*EXERCISE*. Please go over the material below and count each line with the string "down", giving only the total.

*INPUT RECORDS*.
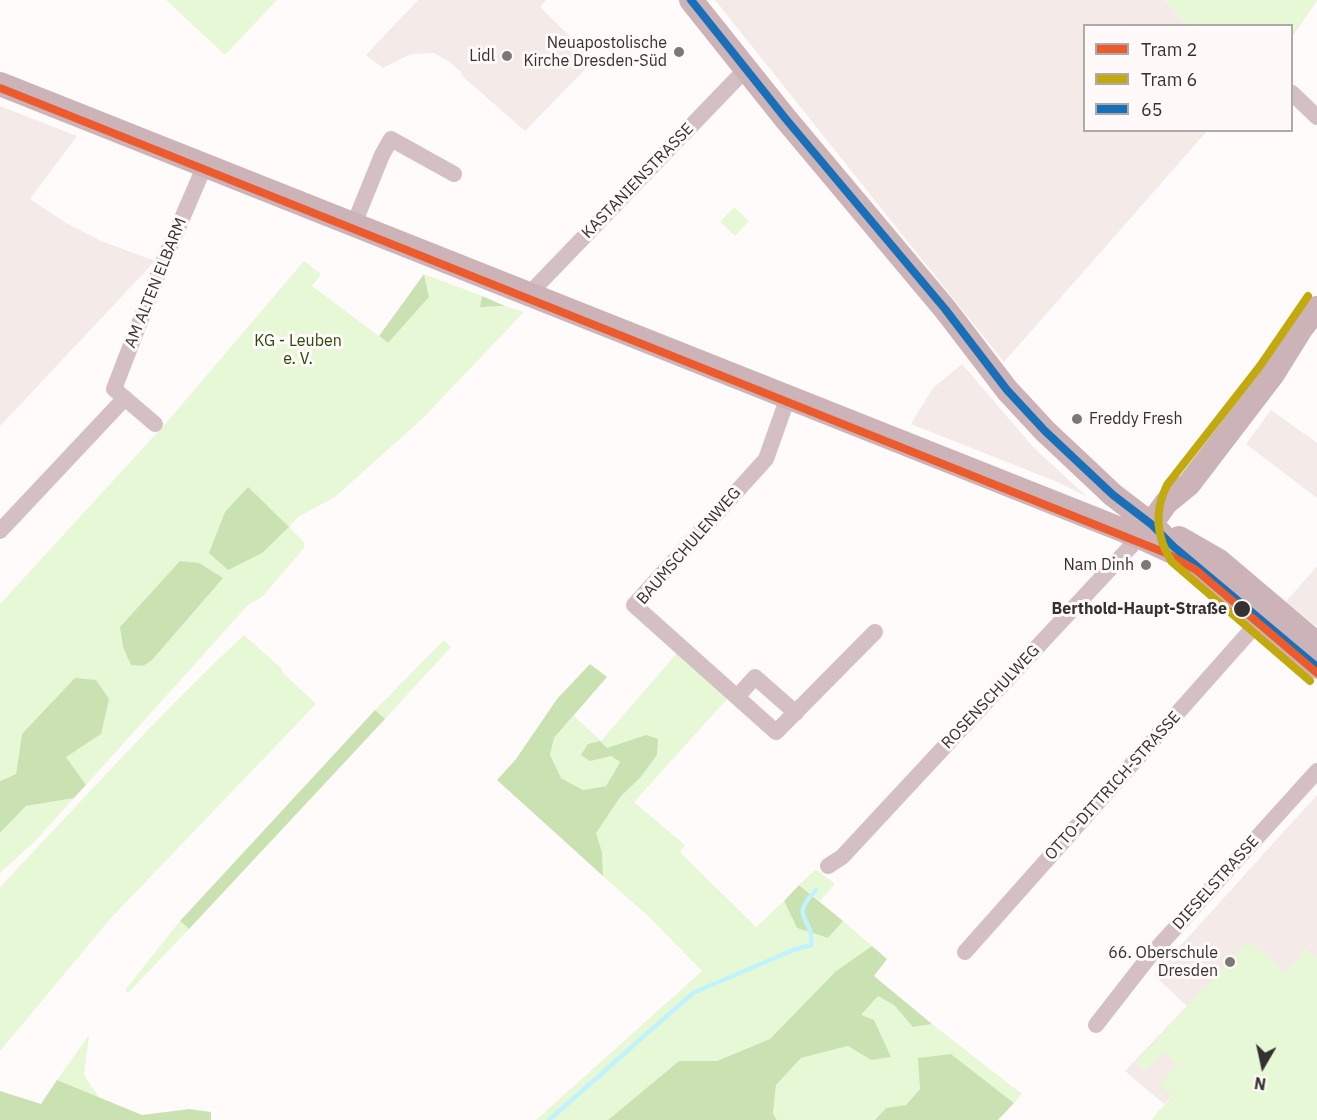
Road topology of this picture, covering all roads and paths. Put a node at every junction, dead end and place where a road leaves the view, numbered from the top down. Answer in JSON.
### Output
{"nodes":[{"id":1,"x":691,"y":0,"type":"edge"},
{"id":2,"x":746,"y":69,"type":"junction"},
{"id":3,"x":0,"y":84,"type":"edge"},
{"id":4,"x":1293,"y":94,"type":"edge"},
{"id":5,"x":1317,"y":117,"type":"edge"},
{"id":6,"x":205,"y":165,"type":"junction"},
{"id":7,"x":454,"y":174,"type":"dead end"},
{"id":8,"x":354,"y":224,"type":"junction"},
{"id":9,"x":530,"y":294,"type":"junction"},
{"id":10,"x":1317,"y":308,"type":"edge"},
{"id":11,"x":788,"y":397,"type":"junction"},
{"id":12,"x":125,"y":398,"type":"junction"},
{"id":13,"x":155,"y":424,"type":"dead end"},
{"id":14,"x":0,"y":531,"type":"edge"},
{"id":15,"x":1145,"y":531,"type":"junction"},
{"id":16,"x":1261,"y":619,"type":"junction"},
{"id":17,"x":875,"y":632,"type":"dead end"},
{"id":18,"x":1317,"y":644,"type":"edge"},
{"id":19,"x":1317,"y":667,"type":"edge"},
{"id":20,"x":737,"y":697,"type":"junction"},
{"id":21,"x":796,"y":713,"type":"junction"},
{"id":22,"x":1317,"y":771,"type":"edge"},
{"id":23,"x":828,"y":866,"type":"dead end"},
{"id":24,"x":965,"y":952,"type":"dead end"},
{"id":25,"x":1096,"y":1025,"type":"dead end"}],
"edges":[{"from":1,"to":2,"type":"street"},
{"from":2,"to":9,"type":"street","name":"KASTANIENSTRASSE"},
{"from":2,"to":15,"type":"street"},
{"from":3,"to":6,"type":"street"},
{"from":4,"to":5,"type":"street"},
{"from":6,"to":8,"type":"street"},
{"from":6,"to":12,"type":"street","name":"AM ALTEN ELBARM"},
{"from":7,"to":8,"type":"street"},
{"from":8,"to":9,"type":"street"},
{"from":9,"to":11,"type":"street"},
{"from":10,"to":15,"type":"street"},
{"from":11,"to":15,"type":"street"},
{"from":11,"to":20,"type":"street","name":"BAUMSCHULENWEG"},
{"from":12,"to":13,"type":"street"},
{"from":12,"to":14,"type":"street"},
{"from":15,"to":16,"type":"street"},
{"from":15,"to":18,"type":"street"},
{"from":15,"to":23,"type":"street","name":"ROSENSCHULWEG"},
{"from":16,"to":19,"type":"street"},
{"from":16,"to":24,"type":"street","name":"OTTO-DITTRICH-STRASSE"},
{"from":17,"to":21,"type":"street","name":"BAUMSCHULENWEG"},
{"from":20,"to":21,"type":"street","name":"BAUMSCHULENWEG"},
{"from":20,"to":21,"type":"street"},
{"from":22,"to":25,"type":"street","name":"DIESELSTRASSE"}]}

==

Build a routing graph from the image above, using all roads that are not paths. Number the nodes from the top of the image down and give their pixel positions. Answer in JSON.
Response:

*TASK SOLUTION*. 2